Work item: Whenever the word "Caddesi" appears in a line of the listing, copy that line.
═══
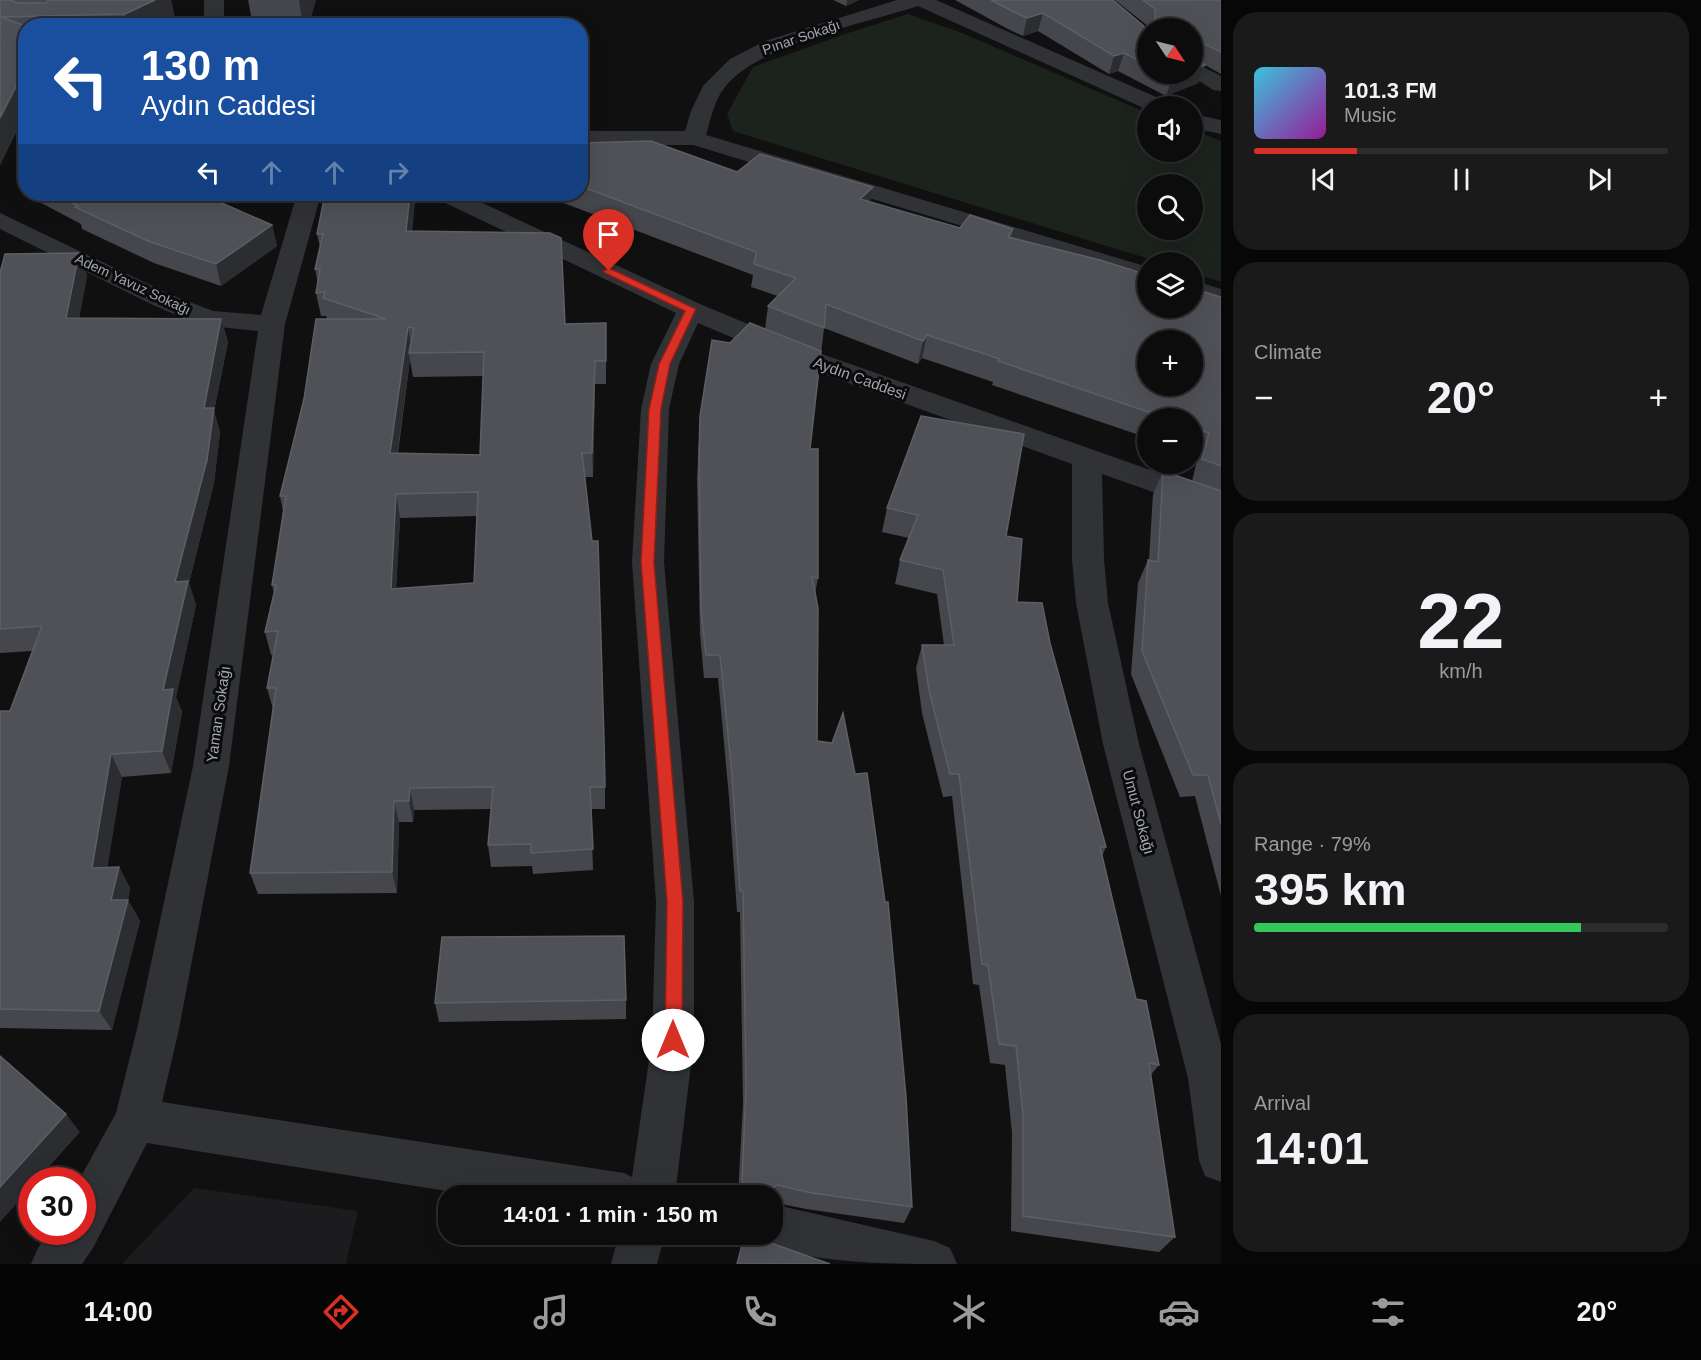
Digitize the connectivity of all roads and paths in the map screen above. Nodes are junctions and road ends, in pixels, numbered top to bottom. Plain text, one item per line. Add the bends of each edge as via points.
1 (214, 0) edge
2 (918, 0) edge
3 (214, 18) edge
4 (1203, 74) edge
5 (1221, 85) edge
6 (1137, 97) edge
7 (1203, 123) edge
8 (1221, 127) edge
9 (588, 138) edge
10 (694, 138) junction
11 (307, 201) edge
12 (460, 201) edge
13 (3, 229) edge
14 (1137, 272) edge
15 (1203, 291) edge
16 (1221, 297) edge
17 (691, 309) junction
18 (273, 324) junction
19 (1087, 459) junction
20 (1221, 506) edge
21 (136, 1120) junction
22 (1221, 1160) edge
23 (553, 1185) edge
24 (653, 1185) edge
25 (96, 1195) edge
26 (783, 1230) edge
27 (68, 1245) edge
28 (639, 1245) edge
29 (54, 1264) edge
30 (634, 1264) edge
31 (934, 1264) edge

1 - 3 street
2 - 6 street, Pınar Sokağı
2 - 10 street, Pınar Sokağı via 772,45 737,63 714,86
4 - 5 street
7 - 8 street
9 - 10 street
10 - 14 street
11 - 18 street, Yaman Sokağı
12 - 17 street, Aydın Caddesi
13 - 18 street, Adem Yavuz Sokağı via 208,319
15 - 16 street
17 - 19 street, Aydın Caddesi via 795,354
17 - 24 street via 664,364 655,409 648,562 675,902 673,1040
18 - 21 street, Yaman Sokağı via 211,766
19 - 20 street, Aydın Caddesi
19 - 22 street, Umut Sokağı via 1092,603 1121,744 1209,1078
21 - 23 street
21 - 25 street, Yaman Sokağı
26 - 31 street
27 - 29 street
28 - 30 street

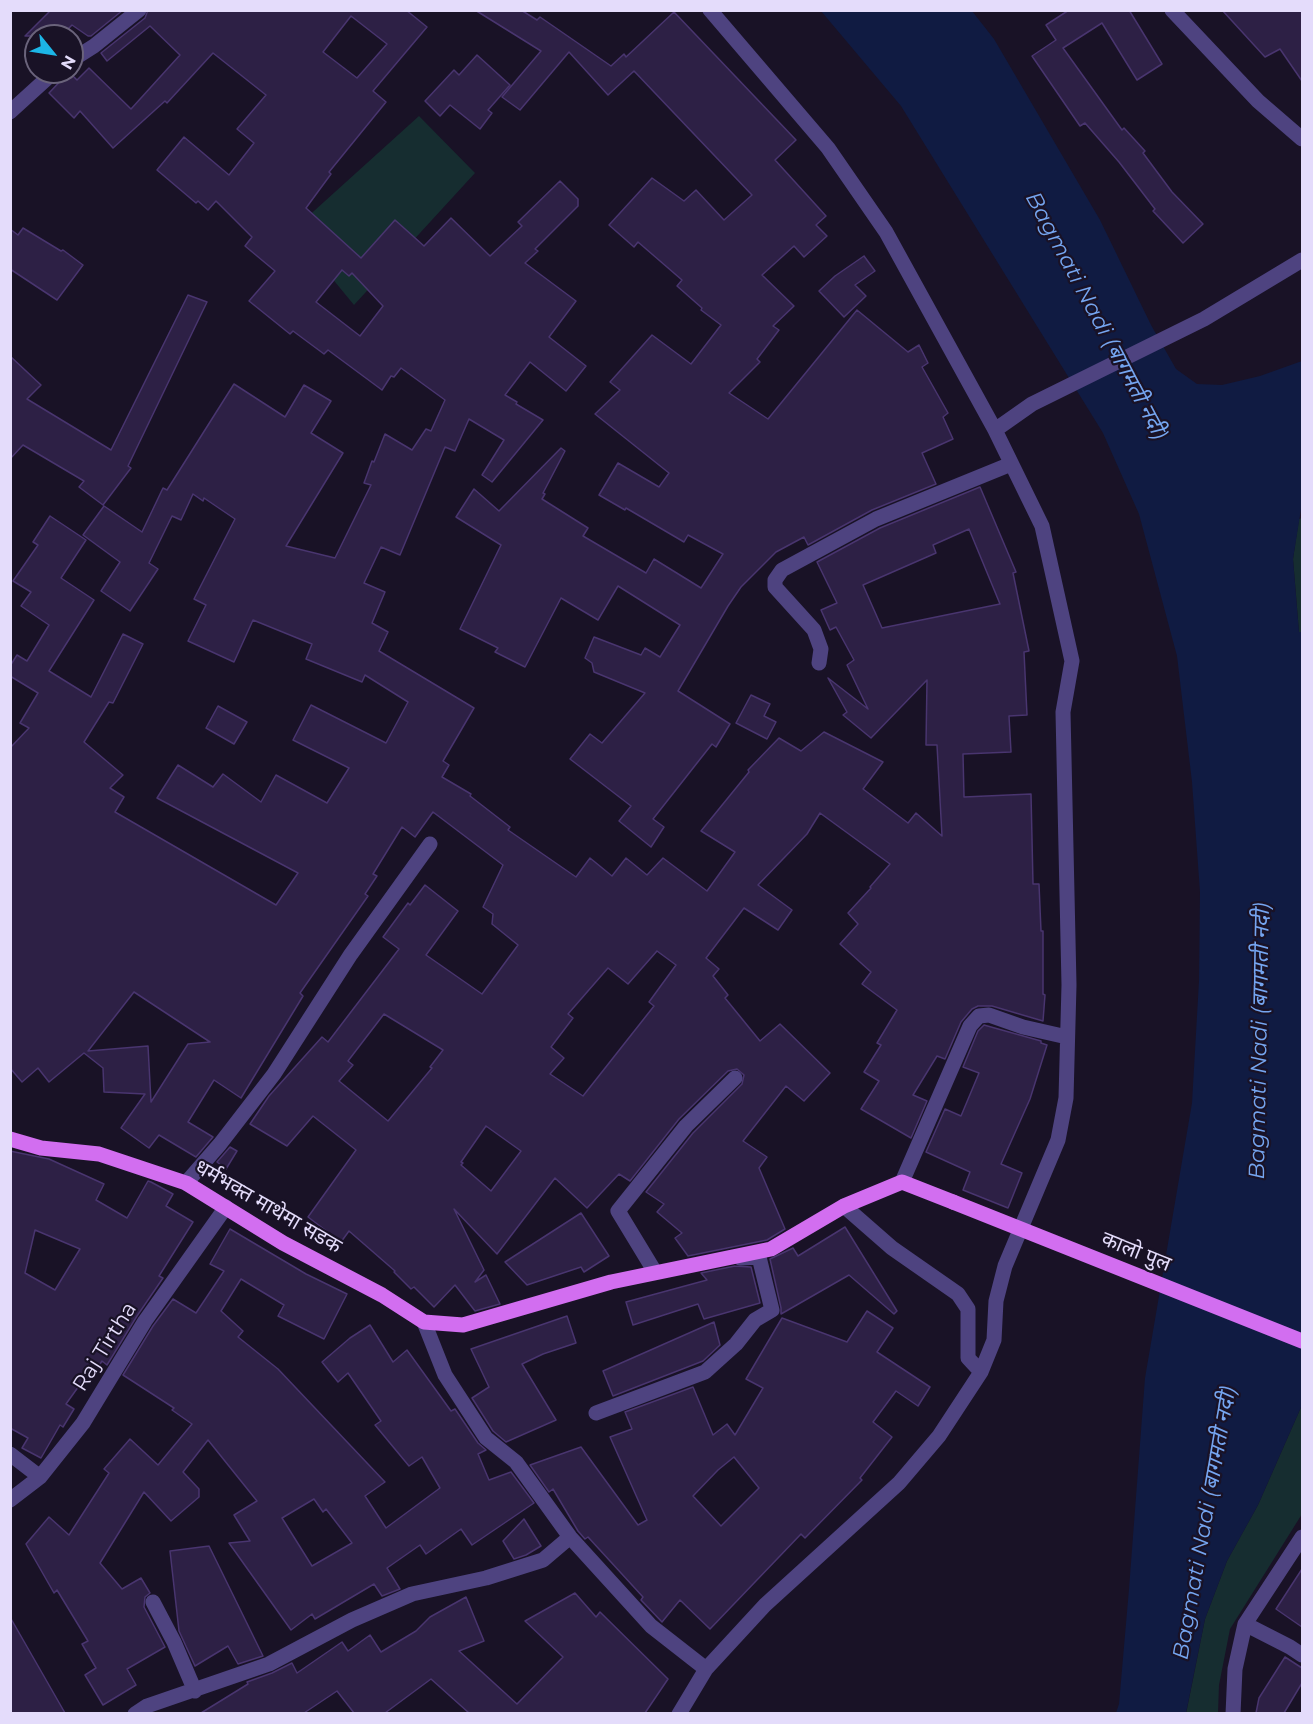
═══
Result for this exercise:
12 - 17 street, Aydın Caddesi
17 - 19 street, Aydın Caddesi via 795,354
19 - 20 street, Aydın Caddesi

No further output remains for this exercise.